Vendredi 9 mai 2008

Troppo interessante l'osservazione di Antonio Cracas, per non riportare anche come post la mia risposta.

Carfagna

Ho sempre inteso la "satira" (usando con la dovuta modestia il termine) come un paesaggio a 360 gradi, a cui guardare senza falsi pudori e senza pregiudiziali di parte. E soprattutto senza privilegiare nessuno con omissioni o incensazioni.

Se poi si passa dalla "satira" alla "politica" seria (che forse è spesso meno seria della satira stessa), spero di essere sempre stato indipendente nel mio parlare. Queste almeno sono sempre state le mie intenzioni.

Mi auguro di esserci riuscito. Dalle fregature ricevute (da parte di quelli che dall'esterno potrebbero essere giudicati miei amici di strada), mi sembra di sì.

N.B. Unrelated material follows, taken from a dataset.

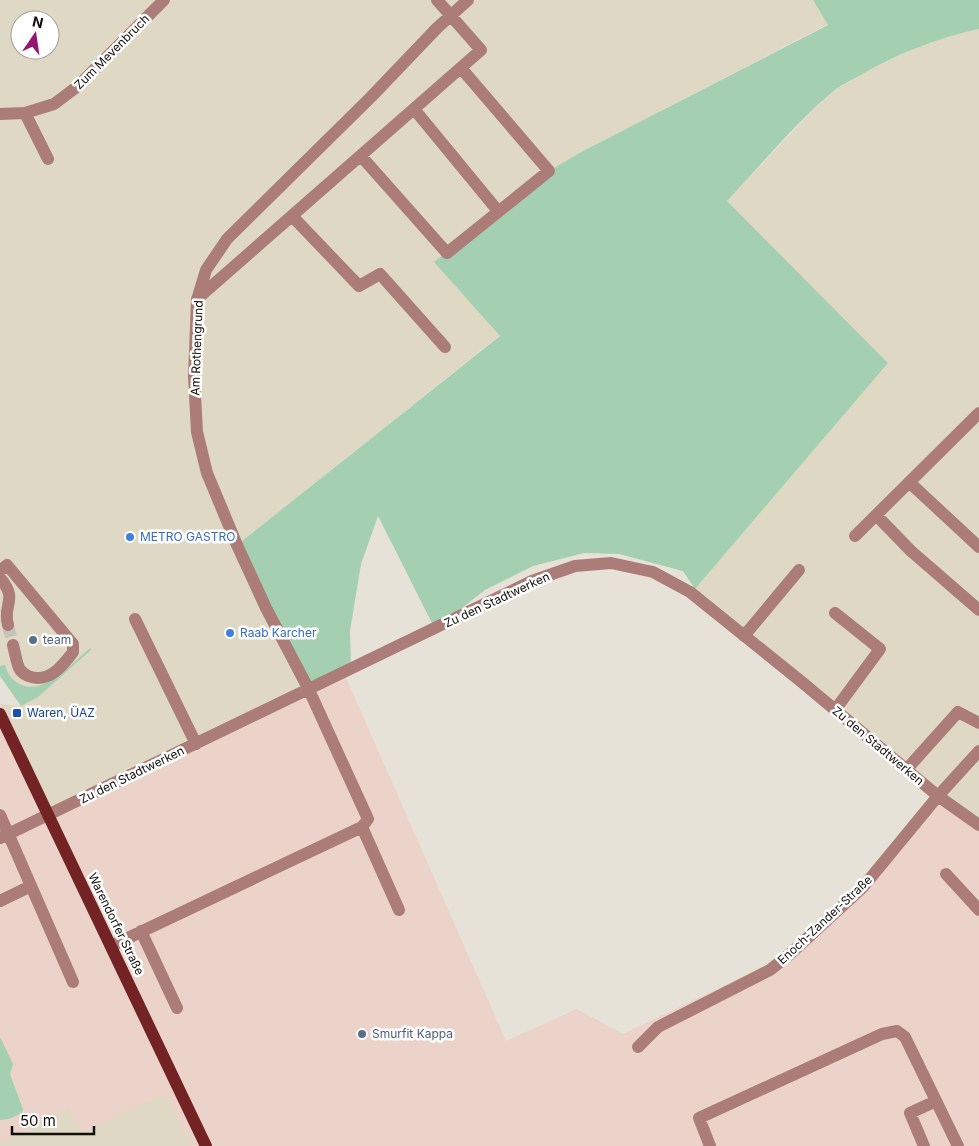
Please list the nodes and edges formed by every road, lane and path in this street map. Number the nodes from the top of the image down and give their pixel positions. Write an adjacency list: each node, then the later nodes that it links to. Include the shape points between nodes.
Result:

Se ci siamo "scandalizzati" con Cicciolina, possiamo quindi fare altrettanto con i fatti di oggi. In essi non c'è nulla di male, anzi. Le vie delle carriere sono sempre state infinite e sfinite. Ma non toglieteci l'ossigeno del parlar (male) del Potere, indipendentemente da chi lo controlli in un certo momento storico.
Sotto il fascismo lo chiamavano "ius mormorandi". Andreotti ricorda una battuta di quel tempo: "Non ci possiamo lamentare". Dove la perfetta ambiguità del linguaggio indicava lo stare bene ed anche il non poter parlare...

Anche oggi, in molti non si possono lamentare. Fanno affari d'oro. A Roma con il governo, e nelle città con quelle che oggi sono forze (ma forze può essere esagerato...) insomma sono esponenti dell'opposizione parlamentare...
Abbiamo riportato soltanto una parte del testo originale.